START Records shown

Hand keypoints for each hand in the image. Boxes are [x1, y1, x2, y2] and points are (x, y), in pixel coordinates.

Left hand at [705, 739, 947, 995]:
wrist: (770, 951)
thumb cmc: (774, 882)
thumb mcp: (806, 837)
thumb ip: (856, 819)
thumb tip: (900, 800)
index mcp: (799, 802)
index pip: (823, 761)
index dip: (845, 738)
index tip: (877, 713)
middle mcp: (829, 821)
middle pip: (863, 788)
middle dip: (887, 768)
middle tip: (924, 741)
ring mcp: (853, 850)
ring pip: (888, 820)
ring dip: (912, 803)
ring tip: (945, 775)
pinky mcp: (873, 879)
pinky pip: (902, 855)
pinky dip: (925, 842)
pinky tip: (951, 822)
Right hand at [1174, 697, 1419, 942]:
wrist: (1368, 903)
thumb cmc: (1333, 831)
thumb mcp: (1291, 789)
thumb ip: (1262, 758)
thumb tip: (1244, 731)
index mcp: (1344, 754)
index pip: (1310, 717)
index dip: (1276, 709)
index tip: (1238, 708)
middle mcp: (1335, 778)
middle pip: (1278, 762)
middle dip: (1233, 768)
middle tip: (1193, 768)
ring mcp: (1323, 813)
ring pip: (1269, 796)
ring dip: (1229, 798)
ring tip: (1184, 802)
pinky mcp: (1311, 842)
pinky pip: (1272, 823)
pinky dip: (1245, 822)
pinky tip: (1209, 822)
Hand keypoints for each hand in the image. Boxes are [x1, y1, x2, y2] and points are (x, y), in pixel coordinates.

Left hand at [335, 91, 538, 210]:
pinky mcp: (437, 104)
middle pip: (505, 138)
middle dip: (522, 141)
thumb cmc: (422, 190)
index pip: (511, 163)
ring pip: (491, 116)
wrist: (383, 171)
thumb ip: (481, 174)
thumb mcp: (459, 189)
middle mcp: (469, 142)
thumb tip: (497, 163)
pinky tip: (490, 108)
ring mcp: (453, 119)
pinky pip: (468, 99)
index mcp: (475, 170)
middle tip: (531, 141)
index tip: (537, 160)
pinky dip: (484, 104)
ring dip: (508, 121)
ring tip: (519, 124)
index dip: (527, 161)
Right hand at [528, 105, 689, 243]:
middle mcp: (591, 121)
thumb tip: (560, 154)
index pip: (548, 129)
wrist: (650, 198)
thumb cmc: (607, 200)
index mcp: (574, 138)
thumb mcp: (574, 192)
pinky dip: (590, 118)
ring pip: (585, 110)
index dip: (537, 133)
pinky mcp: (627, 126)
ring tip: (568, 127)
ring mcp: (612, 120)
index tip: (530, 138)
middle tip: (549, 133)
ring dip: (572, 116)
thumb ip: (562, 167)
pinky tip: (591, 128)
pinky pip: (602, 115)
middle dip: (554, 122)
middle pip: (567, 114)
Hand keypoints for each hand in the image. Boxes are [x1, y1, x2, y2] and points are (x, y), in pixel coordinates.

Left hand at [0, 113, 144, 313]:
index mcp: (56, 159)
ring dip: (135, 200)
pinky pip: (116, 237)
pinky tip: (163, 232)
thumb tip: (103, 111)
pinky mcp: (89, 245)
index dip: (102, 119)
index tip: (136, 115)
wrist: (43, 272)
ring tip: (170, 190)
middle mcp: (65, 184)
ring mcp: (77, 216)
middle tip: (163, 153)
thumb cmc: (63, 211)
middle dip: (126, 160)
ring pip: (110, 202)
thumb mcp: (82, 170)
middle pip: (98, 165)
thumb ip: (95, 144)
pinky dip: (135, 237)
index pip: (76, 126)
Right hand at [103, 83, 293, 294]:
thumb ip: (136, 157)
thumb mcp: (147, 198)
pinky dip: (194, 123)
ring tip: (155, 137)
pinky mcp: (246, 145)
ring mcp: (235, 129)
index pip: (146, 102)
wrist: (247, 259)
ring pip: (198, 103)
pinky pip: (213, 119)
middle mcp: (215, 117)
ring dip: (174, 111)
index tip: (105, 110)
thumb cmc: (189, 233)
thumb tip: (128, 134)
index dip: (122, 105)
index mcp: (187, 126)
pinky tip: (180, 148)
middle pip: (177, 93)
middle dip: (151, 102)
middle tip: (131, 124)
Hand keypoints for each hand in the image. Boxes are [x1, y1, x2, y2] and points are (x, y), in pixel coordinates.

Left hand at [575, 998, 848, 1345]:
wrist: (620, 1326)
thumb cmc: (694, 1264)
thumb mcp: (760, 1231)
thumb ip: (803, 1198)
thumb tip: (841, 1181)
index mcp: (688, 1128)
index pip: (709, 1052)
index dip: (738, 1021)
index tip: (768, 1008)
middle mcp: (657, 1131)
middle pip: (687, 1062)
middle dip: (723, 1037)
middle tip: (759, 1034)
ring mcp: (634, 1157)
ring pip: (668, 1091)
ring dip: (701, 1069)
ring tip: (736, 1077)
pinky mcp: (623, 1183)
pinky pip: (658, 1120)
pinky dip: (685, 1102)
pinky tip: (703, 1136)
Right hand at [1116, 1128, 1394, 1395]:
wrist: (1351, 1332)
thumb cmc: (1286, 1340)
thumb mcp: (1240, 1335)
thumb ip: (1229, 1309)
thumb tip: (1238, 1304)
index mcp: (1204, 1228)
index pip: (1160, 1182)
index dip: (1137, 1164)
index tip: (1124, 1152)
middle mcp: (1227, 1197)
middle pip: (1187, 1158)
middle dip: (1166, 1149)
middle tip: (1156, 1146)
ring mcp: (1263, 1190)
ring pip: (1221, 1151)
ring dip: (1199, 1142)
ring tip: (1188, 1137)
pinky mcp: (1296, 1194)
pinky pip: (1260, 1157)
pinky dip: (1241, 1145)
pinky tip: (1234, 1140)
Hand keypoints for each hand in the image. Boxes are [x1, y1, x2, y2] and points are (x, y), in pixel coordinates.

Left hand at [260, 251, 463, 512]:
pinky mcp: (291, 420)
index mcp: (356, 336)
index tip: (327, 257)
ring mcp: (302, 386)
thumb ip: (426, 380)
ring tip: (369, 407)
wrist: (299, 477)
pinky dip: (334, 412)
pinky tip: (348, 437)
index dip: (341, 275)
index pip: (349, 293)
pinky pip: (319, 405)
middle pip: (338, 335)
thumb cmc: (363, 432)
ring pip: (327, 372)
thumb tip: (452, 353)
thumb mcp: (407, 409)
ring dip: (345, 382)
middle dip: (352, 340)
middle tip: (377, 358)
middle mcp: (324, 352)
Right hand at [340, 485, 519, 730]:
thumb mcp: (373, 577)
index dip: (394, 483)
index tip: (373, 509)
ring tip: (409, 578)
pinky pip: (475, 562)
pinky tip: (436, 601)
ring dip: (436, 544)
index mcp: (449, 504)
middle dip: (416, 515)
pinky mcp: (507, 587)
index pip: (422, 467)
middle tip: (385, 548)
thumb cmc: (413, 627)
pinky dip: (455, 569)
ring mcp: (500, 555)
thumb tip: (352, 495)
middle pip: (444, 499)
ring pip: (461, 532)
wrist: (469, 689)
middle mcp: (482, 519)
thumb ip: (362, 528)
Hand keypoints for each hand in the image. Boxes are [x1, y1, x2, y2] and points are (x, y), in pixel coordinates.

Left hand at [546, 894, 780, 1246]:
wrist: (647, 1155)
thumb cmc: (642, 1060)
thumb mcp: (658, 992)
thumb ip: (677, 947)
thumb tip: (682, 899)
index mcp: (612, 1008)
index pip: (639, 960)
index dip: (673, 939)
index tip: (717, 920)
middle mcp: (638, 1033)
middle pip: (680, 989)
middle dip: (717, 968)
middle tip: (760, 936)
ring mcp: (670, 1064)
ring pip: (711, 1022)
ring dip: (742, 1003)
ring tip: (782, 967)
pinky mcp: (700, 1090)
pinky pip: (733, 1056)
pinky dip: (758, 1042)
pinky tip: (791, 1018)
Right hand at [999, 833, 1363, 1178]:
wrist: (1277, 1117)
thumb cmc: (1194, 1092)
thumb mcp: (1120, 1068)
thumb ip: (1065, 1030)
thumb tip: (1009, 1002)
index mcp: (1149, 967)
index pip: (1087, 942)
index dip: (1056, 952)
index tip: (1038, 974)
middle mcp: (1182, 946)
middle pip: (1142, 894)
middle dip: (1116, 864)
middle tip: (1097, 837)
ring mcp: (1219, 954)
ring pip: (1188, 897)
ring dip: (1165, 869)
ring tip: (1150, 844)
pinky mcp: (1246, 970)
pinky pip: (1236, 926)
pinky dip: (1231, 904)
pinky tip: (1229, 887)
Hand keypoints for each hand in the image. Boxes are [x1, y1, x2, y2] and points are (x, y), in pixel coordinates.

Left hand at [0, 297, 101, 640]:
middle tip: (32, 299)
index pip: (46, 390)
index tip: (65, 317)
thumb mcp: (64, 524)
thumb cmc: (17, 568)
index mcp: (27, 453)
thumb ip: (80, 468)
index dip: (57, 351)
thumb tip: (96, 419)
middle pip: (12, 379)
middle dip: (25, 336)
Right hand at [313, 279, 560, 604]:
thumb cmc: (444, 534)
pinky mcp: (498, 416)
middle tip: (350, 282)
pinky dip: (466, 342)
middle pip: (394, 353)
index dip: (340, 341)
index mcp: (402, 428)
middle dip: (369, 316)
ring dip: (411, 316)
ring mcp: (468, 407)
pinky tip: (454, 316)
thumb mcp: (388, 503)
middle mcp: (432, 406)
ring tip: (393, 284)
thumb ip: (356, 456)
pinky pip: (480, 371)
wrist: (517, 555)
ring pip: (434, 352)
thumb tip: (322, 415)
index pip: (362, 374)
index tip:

END Records shown

Beginning with the line holding "ring dip: (1229, 798)" and ending with the line holding "middle mcp: (591, 121)", write out the stretch of material above exactly; add no further lines.

**Result of the task:**
ring dip: (1229, 798)
ring tip: (1184, 802)
pinky mcp: (1311, 842)
pinky pip: (1272, 823)
pinky dip: (1245, 822)
pinky tip: (1209, 822)
Hand keypoints for each hand in the image. Boxes are [x1, y1, x2, y2] and points are (x, y), in pixel coordinates.

Left hand at [335, 91, 538, 210]:
pinky mcp: (437, 104)
middle pip: (505, 138)
middle dip: (522, 141)
thumb cmc: (422, 190)
index pip: (511, 163)
ring pip: (491, 116)
wrist: (383, 171)
thumb ip: (481, 174)
thumb mcp: (459, 189)
middle mcp: (469, 142)
thumb tip: (497, 163)
pinky tip: (490, 108)
ring mcp: (453, 119)
pinky pip: (468, 99)
index mcp: (475, 170)
middle tip: (531, 141)
index tip: (537, 160)
pinky dip: (484, 104)
ring dip: (508, 121)
ring tip: (519, 124)
index dip: (527, 161)
Right hand at [528, 105, 689, 243]:
middle mcp: (591, 121)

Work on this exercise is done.